The answer must consist of each line below that contains the word "Свердлова", copied in full.

══════════

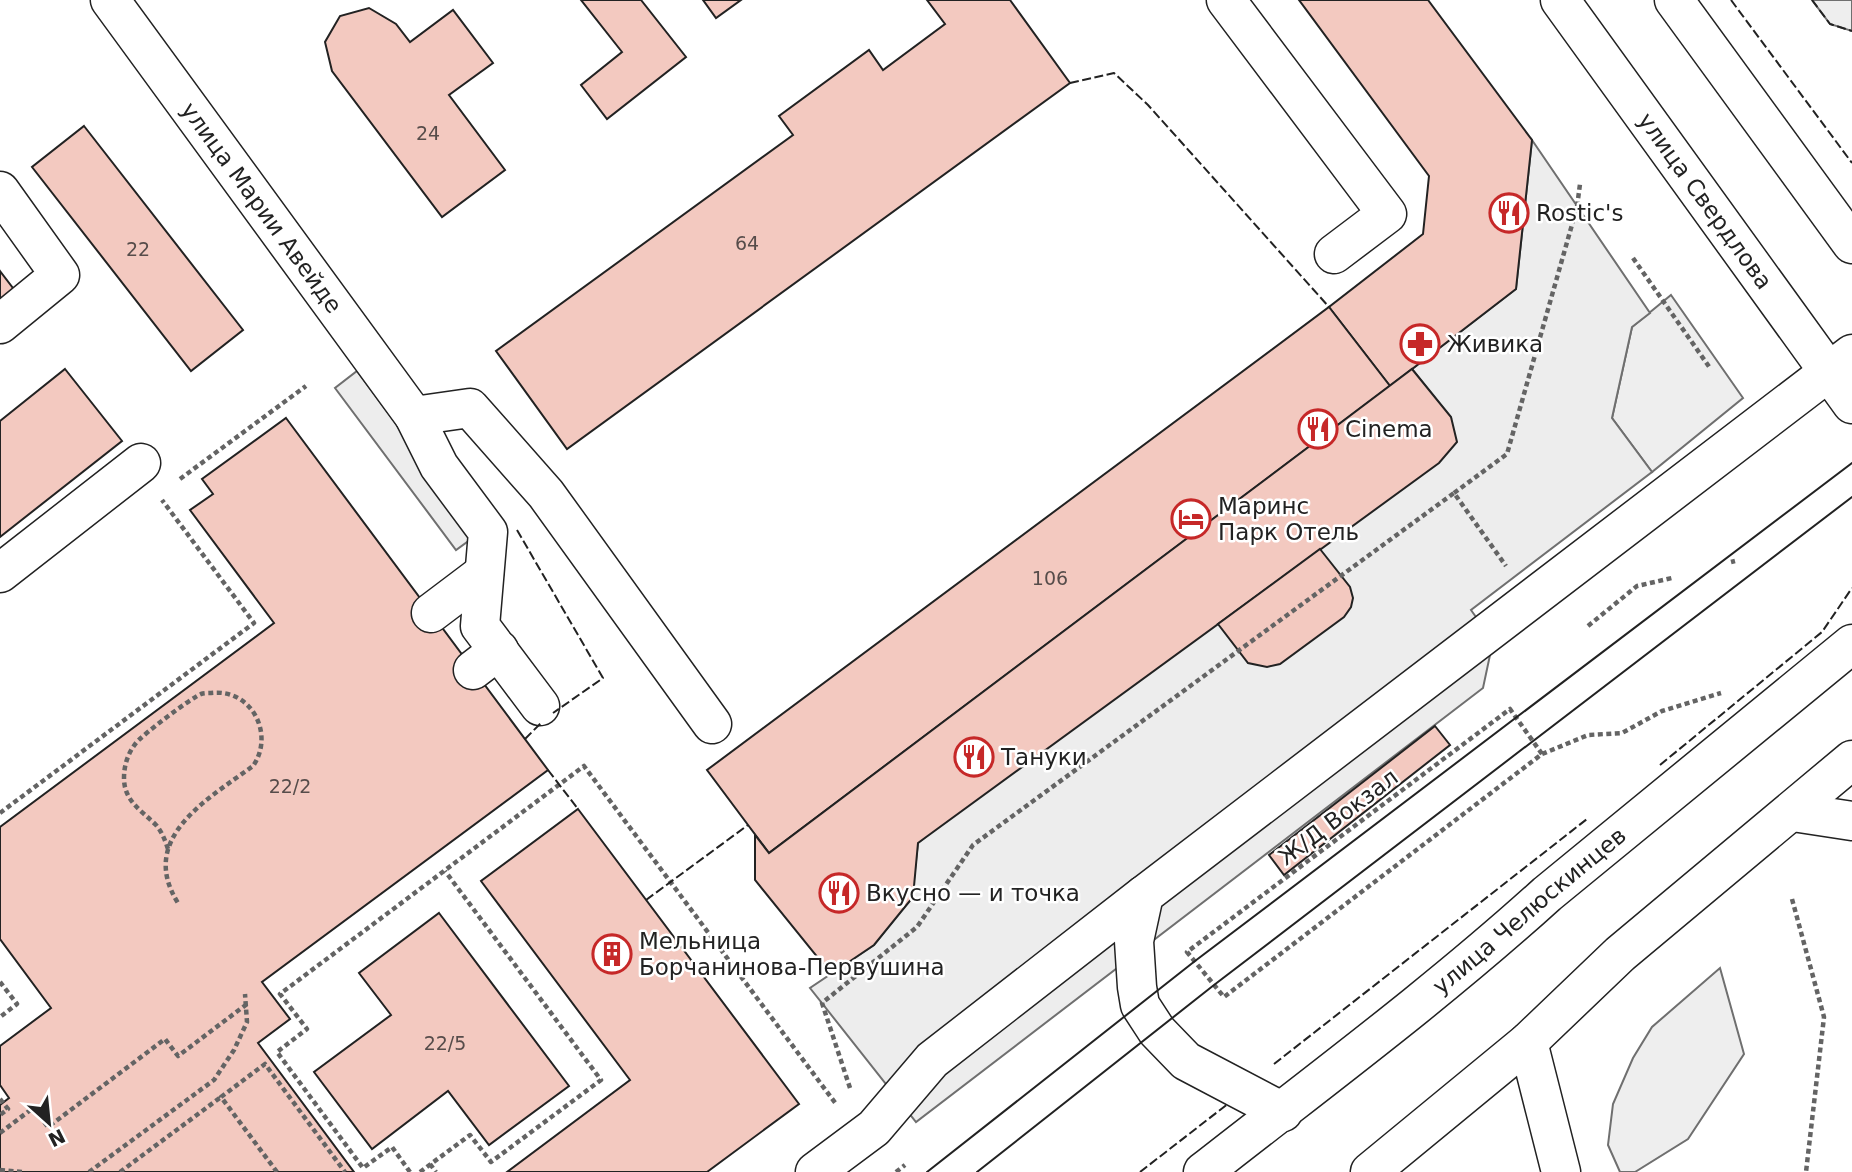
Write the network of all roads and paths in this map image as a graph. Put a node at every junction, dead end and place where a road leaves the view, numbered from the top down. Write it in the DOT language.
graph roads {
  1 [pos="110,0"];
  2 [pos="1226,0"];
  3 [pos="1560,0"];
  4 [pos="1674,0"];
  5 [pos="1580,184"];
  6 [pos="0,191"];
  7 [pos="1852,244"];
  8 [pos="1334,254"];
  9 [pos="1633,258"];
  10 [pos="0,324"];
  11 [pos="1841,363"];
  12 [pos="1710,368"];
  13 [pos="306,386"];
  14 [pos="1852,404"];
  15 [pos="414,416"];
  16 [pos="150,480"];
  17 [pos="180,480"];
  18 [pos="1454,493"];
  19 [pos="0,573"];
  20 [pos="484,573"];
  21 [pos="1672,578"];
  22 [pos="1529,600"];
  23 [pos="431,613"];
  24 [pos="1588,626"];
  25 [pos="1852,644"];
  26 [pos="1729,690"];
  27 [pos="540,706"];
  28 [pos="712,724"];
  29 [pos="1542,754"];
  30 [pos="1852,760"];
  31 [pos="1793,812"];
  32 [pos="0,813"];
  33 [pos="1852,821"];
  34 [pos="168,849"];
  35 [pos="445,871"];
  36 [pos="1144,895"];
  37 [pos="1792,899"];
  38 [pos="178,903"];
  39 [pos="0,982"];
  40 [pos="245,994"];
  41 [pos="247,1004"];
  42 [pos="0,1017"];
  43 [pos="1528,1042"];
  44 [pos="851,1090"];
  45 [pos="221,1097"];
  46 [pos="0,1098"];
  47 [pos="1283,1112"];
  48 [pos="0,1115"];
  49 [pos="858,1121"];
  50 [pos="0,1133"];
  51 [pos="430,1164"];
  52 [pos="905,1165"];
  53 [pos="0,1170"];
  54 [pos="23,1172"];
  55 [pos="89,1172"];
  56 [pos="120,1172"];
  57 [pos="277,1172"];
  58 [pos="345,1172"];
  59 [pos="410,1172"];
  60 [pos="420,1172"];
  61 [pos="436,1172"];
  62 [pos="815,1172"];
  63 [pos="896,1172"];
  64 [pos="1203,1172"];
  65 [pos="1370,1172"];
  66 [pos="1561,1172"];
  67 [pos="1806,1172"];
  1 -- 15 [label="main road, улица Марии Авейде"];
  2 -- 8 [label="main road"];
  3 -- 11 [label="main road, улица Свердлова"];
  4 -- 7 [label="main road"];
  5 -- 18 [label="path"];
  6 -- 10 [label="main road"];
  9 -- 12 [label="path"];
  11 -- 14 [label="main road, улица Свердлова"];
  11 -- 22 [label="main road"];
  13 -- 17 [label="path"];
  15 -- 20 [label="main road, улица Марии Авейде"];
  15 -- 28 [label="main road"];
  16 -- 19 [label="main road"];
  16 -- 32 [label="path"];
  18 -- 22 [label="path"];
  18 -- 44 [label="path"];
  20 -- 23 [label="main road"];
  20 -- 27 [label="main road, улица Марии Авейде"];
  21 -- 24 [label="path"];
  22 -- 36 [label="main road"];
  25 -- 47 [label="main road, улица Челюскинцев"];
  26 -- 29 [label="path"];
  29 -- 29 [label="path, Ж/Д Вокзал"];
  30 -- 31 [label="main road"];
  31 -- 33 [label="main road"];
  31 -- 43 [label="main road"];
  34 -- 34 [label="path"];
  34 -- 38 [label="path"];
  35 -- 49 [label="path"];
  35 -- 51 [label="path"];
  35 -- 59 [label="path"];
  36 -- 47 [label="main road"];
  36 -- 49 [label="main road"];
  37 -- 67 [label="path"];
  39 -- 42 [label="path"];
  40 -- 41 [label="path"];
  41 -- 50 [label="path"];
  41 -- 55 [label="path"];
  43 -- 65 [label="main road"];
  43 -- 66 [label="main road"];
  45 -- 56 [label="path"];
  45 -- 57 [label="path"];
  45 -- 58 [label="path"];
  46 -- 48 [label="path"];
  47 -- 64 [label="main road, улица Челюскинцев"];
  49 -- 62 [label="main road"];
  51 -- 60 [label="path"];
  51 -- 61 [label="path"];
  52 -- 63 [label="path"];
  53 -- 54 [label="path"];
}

══════════

◆ Solution for this task ◆
  3 -- 11 [label="main road, улица Свердлова"];
  11 -- 14 [label="main road, улица Свердлова"];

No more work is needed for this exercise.